• Data

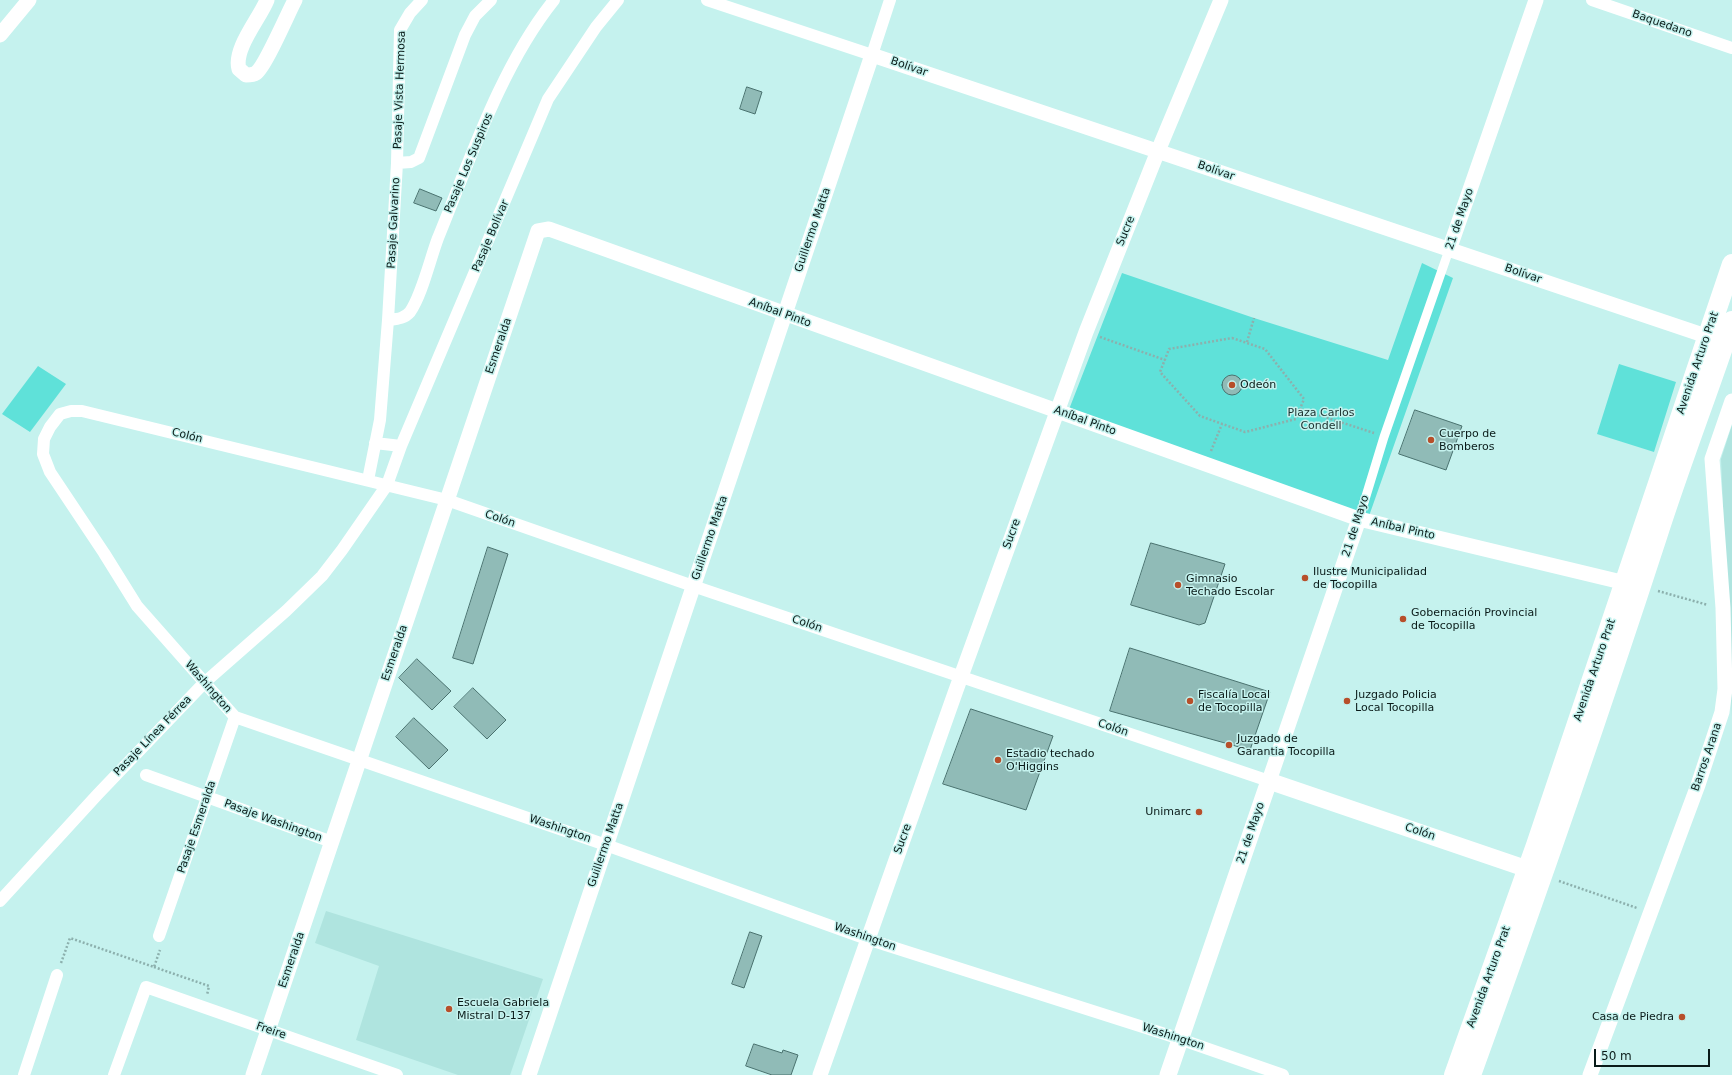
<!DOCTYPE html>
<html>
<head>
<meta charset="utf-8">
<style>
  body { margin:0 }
  #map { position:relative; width:1732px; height:1075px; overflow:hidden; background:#c5f2ee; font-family:"DejaVu Sans",sans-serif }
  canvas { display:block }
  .scale { position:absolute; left:1594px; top:1049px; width:116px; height:18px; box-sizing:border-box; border:2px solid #0a1b19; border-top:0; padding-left:5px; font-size:12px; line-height:14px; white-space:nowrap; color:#0a1b19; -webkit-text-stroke:3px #c5f2ee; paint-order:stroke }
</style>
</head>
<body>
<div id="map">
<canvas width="1732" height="1075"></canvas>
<div class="scale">50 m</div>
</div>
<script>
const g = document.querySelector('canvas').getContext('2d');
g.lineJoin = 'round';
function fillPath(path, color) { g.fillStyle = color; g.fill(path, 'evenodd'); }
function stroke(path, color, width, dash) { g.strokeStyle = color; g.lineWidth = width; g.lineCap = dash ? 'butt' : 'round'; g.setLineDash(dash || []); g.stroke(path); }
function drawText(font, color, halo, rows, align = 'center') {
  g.font = font + ' "DejaVu Sans",sans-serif'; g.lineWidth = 3; g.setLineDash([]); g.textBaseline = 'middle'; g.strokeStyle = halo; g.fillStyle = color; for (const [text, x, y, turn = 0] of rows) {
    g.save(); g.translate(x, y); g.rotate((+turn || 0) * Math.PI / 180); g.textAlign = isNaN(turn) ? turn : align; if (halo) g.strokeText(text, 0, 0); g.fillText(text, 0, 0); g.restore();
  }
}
const built = new Path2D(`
  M1732,425V717L1721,459Z
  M326,911L543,979L510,1075H458L356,1040L379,966L315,943Z`);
const green = new Path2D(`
  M1422,263L1453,278L1369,516L1068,412L1122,273L1254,318L1388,360Z
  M1619,364L1676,382L1654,452L1597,434Z
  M38,366L66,384L30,432L2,414Z`);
const building = new Path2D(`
  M747,87L762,92L755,114L740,109Z
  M420,189L442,198L436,211L414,203Z
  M1222 385a10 10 0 1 1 20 0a10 10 0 1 1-20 0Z
  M1415,410L1462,426L1446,470L1399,454Z
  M1151,543L1225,564L1205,623L1199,625L1131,605Z
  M488,547L508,554L473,664L453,658Z
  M1130,648L1270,692L1250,750L1110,711Z
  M417,659L451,691L432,710L399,678Z
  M473,688L506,720L487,739L454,707Z
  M971,709L1053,736L1026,810L943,784Z
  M414,718L448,750L429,769L396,737Z
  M750,932L762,936L744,988L732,984Z
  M754,1044L782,1053L783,1050L798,1055L791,1075H772L746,1066Z`);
const path = new Path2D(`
  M1100,337L1165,360
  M1232,338L1265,349L1304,399L1296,419L1245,432L1200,416L1160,372L1169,349Z
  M1247,342L1254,318
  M1300,409L1374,433
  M1211,451L1222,424
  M1658,591L1708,605
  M1559,881L1637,908
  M61,963L70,938L154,967L160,950
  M154,967L209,986L207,995`);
const pedestrian = new Path2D(`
  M1359,519L1384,437L1449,250`);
const minor = new Path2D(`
  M707,0L872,55L890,0
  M1592,0L1732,48
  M397,163L400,30L410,13L422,0
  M388,320C396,319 404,319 410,312C422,295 430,259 438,238C470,160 501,66 554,0
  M375,443L401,446
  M368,480L380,420L388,320L397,163L411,162L419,158L465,35L475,16L491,0
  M146,775L332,842
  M1269,781L693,586L447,500L82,411H71L60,414L50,427L44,439L43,454L50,472L104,553L137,606L235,717L606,845L867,939L1168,1035L1283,1075
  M0,901L97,795L204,683L286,611L322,576L342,550L387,485L401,446L548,99L596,27L618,0
  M159,936L235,717
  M24,1075L57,975
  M114,1075L146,987L397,1075`);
const tertiary = new Path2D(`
  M267,0C260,18 233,49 239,69L246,75C249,75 253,75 256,73C265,67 288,13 295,0
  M0,35L29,0
  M1449,250L1536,0
  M1269,781L1359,519
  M253,1075L538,231L549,229L1359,519L1634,585
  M529,1075L872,55L1718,340
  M820,1075L955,693L1086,332L1158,151L1221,0
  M1590,1075L1698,785L1722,712L1725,689L1723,608L1712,459L1732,401`);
const secondary = new Path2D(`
  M1168,1075L1269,781L1539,873`);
const trunk = new Path2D(`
  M1454,1075L1536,845L1732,264
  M1471,1075C1536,896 1598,718 1657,537C1680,465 1708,393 1732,321`);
const markers = [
  [1232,385,4,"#b74f2a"],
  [1431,440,4,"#b74f2a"],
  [1305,578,4,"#b74f2a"],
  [1178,585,4,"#b74f2a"],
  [1403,619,4,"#b74f2a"],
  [1190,701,4,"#b74f2a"],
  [1347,701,4,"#b74f2a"],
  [1229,745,4,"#b74f2a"],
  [998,760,4,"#b74f2a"],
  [1199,812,4,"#b74f2a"],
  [449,1009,4,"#b74f2a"],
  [1682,1017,4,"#b74f2a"]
];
const streetNames = [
  ["Baquedano",1662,24,19],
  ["Bolívar",909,67,19],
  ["Pasaje Vista Hermosa",400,90,-88],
  ["Pasaje Los Suspiros",469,163,-67],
  ["Bolívar",1216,171,19],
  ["21 de Mayo",1460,219,-71],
  ["Pasaje Galvarino",394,223,-87],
  ["Guillermo Matta",813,230,-71],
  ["Sucre",1126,231,-68],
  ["Pasaje Bolívar",491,236,-67],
  ["Bolívar",1523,274,19],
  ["Aníbal Pinto",780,313,20],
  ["Esmeralda",499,346,-71],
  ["Avenida Arturo Prat",1698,363,-71],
  ["Aníbal Pinto",1085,421,20],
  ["Colón",187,436,14],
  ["Colón",500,519,19],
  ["21 de Mayo",1356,526,-72],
  ["Aníbal Pinto",1403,529,13],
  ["Sucre",1012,534,-70],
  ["Guillermo Matta",710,538,-71],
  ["Colón",807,624,19],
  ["Esmeralda",395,653,-71],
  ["Avenida Arturo Prat",1595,670,-71],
  ["Washington",208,687,49],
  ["Colón",1113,728,19],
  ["Pasaje Línea Férrea",153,736,-46],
  ["Barros Arana",1707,757,-71],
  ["Pasaje Washington",273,821,20],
  ["Pasaje Esmeralda",197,827,-71],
  ["Washington",560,829,19],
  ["Colón",1420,832,19],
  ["21 de Mayo",1251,833,-71],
  ["Sucre",903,839,-70],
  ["Guillermo Matta",606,845,-71],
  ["Washington",865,937,19],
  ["Esmeralda",292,960,-71],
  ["Avenida Arturo Prat",1489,977,-70],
  ["Freire",271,1031,19],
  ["Washington",1173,1037,18]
];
const poiNames = [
  ["Odeón",1240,385],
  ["Cuerpo de",1439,434],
  ["Bomberos",1439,447],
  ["Ilustre Municipalidad",1313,572],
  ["de Tocopilla",1313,585],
  ["Gimnasio",1186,579],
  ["Techado Escolar",1186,592],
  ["Gobernación Provincial",1411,613],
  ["de Tocopilla",1411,626],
  ["Fiscalía Local",1198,695],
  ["de Tocopilla",1198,708],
  ["Juzgado Policia",1355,695],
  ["Local Tocopilla",1355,708],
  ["Juzgado de",1237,739],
  ["Garantia Tocopilla",1237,752],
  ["Estadio techado",1006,754],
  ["O'Higgins",1006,767],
  ["Unimarc",1191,812,"right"],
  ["Escuela Gabriela",457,1003],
  ["Mistral D-137",457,1016],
  ["Casa de Piedra",1674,1017,"right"]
];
const parkNames = [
  ["Plaza Carlos",1321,413],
  ["Condell",1321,426]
];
fillPath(built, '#afe4df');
fillPath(green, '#5fe1d9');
fillPath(building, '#90bbb7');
stroke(building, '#4a726f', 1);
stroke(path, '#8cb0ad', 2.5, [2, 2]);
stroke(pedestrian, '#fff', 9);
stroke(minor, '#fff', 12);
stroke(tertiary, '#fff', 15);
stroke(secondary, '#fff', 17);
stroke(trunk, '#fff', 20);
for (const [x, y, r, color] of markers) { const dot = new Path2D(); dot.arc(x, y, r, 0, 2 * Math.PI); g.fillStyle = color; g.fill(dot); stroke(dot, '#c5f2ee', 1.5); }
drawText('11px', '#0a1b19', '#c5f2ee', streetNames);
drawText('11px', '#0a1b19', '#c5f2ee', poiNames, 'left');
drawText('11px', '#19302e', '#c5f2ee', parkNames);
</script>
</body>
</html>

• What to work on
Starting with the opening line of the listing, write out each line exactly until the line that contains "function stroke(path, color, width, dash)" has been included; skip the pictures.

• Task response
<!DOCTYPE html>
<html>
<head>
<meta charset="utf-8">
<style>
  body { margin:0 }
  #map { position:relative; width:1732px; height:1075px; overflow:hidden; background:#c5f2ee; font-family:"DejaVu Sans",sans-serif }
  canvas { display:block }
  .scale { position:absolute; left:1594px; top:1049px; width:116px; height:18px; box-sizing:border-box; border:2px solid #0a1b19; border-top:0; padding-left:5px; font-size:12px; line-height:14px; white-space:nowrap; color:#0a1b19; -webkit-text-stroke:3px #c5f2ee; paint-order:stroke }
</style>
</head>
<body>
<div id="map">
<canvas width="1732" height="1075"></canvas>
<div class="scale">50 m</div>
</div>
<script>
const g = document.querySelector('canvas').getContext('2d');
g.lineJoin = 'round';
function fillPath(path, color) { g.fillStyle = color; g.fill(path, 'evenodd'); }
function stroke(path, color, width, dash) { g.strokeStyle = color; g.lineWidth = width; g.lineCap = dash ? 'butt' : 'round'; g.setLineDash(dash || []); g.stroke(path); }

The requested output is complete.